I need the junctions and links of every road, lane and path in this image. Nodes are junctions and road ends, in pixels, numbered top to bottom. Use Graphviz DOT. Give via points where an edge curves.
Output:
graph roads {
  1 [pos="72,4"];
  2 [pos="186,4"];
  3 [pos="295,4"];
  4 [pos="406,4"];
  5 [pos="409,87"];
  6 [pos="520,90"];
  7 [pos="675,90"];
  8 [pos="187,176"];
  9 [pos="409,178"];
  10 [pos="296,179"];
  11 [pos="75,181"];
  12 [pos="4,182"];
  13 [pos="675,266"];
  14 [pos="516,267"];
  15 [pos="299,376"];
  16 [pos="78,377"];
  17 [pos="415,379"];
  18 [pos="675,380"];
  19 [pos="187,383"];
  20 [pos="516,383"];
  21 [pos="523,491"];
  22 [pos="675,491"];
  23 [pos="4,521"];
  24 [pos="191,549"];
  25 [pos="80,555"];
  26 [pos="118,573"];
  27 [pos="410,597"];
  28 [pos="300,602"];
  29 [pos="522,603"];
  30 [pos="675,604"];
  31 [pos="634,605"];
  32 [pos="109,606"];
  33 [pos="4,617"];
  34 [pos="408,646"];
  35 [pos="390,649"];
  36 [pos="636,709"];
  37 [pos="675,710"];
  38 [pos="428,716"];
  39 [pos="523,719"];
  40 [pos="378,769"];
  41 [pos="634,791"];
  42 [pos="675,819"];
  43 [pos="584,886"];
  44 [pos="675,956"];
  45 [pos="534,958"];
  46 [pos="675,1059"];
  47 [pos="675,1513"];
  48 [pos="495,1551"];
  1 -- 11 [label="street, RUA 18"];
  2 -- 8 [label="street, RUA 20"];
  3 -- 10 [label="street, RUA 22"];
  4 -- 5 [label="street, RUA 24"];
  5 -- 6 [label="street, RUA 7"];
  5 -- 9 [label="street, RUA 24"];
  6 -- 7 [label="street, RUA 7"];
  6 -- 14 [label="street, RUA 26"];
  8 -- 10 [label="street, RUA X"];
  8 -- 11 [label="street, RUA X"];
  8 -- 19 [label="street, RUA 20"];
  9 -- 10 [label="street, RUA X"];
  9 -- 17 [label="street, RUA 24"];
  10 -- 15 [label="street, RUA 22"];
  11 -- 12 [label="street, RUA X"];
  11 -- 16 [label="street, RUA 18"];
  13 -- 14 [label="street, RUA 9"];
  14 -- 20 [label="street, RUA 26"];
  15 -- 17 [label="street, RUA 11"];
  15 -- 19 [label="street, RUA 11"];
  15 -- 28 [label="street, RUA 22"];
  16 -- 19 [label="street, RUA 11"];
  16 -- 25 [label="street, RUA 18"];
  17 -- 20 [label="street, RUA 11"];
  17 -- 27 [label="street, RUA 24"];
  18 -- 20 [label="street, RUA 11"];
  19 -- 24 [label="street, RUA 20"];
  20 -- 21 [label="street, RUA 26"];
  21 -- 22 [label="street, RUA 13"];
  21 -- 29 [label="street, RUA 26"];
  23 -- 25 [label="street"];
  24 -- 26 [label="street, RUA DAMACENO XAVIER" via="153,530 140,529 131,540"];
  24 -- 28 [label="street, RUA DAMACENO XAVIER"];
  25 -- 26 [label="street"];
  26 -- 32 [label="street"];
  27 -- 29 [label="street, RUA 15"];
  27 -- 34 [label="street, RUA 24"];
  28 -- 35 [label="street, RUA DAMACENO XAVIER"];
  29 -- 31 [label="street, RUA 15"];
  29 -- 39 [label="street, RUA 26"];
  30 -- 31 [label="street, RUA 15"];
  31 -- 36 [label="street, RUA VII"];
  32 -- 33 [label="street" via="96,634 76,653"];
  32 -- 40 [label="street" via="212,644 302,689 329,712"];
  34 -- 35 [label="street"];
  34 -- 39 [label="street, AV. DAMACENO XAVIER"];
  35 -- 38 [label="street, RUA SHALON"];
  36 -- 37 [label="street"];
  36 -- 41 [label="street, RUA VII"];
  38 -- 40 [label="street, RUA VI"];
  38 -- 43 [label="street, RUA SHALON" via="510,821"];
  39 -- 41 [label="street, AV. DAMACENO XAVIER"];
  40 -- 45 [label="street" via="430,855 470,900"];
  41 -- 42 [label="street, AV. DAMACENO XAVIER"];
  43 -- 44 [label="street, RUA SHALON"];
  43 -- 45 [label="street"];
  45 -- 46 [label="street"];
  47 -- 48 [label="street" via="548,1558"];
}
============================================================
## Required action
Write out, please, all of the material above exactly as written.

## Written solution
I need the junctions and links of every road, lane and path in this image. Nodes are junctions and road ends, in pixels, numbered top to bottom. Use Graphviz DOT. Give via points where an edge curves.
Output:
graph roads {
  1 [pos="72,4"];
  2 [pos="186,4"];
  3 [pos="295,4"];
  4 [pos="406,4"];
  5 [pos="409,87"];
  6 [pos="520,90"];
  7 [pos="675,90"];
  8 [pos="187,176"];
  9 [pos="409,178"];
  10 [pos="296,179"];
  11 [pos="75,181"];
  12 [pos="4,182"];
  13 [pos="675,266"];
  14 [pos="516,267"];
  15 [pos="299,376"];
  16 [pos="78,377"];
  17 [pos="415,379"];
  18 [pos="675,380"];
  19 [pos="187,383"];
  20 [pos="516,383"];
  21 [pos="523,491"];
  22 [pos="675,491"];
  23 [pos="4,521"];
  24 [pos="191,549"];
  25 [pos="80,555"];
  26 [pos="118,573"];
  27 [pos="410,597"];
  28 [pos="300,602"];
  29 [pos="522,603"];
  30 [pos="675,604"];
  31 [pos="634,605"];
  32 [pos="109,606"];
  33 [pos="4,617"];
  34 [pos="408,646"];
  35 [pos="390,649"];
  36 [pos="636,709"];
  37 [pos="675,710"];
  38 [pos="428,716"];
  39 [pos="523,719"];
  40 [pos="378,769"];
  41 [pos="634,791"];
  42 [pos="675,819"];
  43 [pos="584,886"];
  44 [pos="675,956"];
  45 [pos="534,958"];
  46 [pos="675,1059"];
  47 [pos="675,1513"];
  48 [pos="495,1551"];
  1 -- 11 [label="street, RUA 18"];
  2 -- 8 [label="street, RUA 20"];
  3 -- 10 [label="street, RUA 22"];
  4 -- 5 [label="street, RUA 24"];
  5 -- 6 [label="street, RUA 7"];
  5 -- 9 [label="street, RUA 24"];
  6 -- 7 [label="street, RUA 7"];
  6 -- 14 [label="street, RUA 26"];
  8 -- 10 [label="street, RUA X"];
  8 -- 11 [label="street, RUA X"];
  8 -- 19 [label="street, RUA 20"];
  9 -- 10 [label="street, RUA X"];
  9 -- 17 [label="street, RUA 24"];
  10 -- 15 [label="street, RUA 22"];
  11 -- 12 [label="street, RUA X"];
  11 -- 16 [label="street, RUA 18"];
  13 -- 14 [label="street, RUA 9"];
  14 -- 20 [label="street, RUA 26"];
  15 -- 17 [label="street, RUA 11"];
  15 -- 19 [label="street, RUA 11"];
  15 -- 28 [label="street, RUA 22"];
  16 -- 19 [label="street, RUA 11"];
  16 -- 25 [label="street, RUA 18"];
  17 -- 20 [label="street, RUA 11"];
  17 -- 27 [label="street, RUA 24"];
  18 -- 20 [label="street, RUA 11"];
  19 -- 24 [label="street, RUA 20"];
  20 -- 21 [label="street, RUA 26"];
  21 -- 22 [label="street, RUA 13"];
  21 -- 29 [label="street, RUA 26"];
  23 -- 25 [label="street"];
  24 -- 26 [label="street, RUA DAMACENO XAVIER" via="153,530 140,529 131,540"];
  24 -- 28 [label="street, RUA DAMACENO XAVIER"];
  25 -- 26 [label="street"];
  26 -- 32 [label="street"];
  27 -- 29 [label="street, RUA 15"];
  27 -- 34 [label="street, RUA 24"];
  28 -- 35 [label="street, RUA DAMACENO XAVIER"];
  29 -- 31 [label="street, RUA 15"];
  29 -- 39 [label="street, RUA 26"];
  30 -- 31 [label="street, RUA 15"];
  31 -- 36 [label="street, RUA VII"];
  32 -- 33 [label="street" via="96,634 76,653"];
  32 -- 40 [label="street" via="212,644 302,689 329,712"];
  34 -- 35 [label="street"];
  34 -- 39 [label="street, AV. DAMACENO XAVIER"];
  35 -- 38 [label="street, RUA SHALON"];
  36 -- 37 [label="street"];
  36 -- 41 [label="street, RUA VII"];
  38 -- 40 [label="street, RUA VI"];
  38 -- 43 [label="street, RUA SHALON" via="510,821"];
  39 -- 41 [label="street, AV. DAMACENO XAVIER"];
  40 -- 45 [label="street" via="430,855 470,900"];
  41 -- 42 [label="street, AV. DAMACENO XAVIER"];
  43 -- 44 [label="street, RUA SHALON"];
  43 -- 45 [label="street"];
  45 -- 46 [label="street"];
  47 -- 48 [label="street" via="548,1558"];
}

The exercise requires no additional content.